Stored entries:
┏━━

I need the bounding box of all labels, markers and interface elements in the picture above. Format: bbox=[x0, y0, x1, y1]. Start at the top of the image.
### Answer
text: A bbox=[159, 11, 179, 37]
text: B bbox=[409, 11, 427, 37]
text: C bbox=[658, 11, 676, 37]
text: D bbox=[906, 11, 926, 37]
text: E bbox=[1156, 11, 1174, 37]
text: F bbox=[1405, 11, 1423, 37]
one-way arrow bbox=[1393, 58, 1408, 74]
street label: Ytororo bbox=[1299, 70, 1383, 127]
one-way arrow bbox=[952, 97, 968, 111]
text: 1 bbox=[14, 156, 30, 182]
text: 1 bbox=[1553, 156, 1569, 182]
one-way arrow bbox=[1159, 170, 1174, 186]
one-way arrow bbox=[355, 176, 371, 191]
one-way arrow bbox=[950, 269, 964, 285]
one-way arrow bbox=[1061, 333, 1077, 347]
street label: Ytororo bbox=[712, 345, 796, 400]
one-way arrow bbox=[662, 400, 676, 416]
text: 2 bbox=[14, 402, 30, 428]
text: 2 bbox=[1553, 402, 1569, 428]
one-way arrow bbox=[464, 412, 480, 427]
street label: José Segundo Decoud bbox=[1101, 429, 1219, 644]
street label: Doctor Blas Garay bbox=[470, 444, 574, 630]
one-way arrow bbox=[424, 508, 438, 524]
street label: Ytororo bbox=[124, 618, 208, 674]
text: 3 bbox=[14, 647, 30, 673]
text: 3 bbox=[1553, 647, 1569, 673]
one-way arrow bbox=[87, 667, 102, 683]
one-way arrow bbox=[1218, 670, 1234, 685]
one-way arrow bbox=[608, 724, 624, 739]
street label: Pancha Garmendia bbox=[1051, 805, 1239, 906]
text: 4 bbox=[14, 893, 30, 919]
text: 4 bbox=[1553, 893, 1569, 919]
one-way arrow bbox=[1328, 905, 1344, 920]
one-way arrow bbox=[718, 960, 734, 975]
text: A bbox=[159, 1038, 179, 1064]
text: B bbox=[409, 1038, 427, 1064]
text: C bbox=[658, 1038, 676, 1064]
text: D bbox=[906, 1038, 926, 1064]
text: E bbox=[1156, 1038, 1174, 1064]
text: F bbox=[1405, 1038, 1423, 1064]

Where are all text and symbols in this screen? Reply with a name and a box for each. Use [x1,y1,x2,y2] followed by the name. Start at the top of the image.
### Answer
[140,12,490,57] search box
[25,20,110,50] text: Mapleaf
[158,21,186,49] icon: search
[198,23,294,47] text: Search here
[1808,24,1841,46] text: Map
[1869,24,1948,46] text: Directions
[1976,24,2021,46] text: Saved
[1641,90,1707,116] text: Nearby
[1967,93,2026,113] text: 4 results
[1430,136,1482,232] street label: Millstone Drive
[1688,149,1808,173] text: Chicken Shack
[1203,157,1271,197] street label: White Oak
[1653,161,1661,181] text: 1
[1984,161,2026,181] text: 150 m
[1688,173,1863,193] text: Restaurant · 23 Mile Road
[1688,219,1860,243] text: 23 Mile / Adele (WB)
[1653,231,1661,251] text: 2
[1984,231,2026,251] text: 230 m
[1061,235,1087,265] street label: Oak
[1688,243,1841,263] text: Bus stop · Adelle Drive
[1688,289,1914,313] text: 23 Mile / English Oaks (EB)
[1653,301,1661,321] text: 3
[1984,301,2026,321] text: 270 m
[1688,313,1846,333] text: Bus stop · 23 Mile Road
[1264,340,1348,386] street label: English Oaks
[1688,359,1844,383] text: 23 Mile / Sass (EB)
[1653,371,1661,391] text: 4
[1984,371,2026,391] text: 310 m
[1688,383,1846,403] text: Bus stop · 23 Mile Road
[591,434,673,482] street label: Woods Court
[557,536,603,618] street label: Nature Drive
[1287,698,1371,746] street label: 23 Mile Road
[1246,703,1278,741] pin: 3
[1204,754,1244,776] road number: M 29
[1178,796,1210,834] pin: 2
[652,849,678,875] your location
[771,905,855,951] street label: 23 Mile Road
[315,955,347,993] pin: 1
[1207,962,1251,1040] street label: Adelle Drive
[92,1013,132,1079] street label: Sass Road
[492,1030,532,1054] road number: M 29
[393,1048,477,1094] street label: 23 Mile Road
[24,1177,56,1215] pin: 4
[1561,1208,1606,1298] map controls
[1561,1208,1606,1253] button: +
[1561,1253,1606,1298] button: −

┗━━

* Task item: Please filter the entries for the word "Adelle" and copy the lines that have it.

* Answer to the exercise:
[1688,243,1841,263] text: Bus stop · Adelle Drive
[1207,962,1251,1040] street label: Adelle Drive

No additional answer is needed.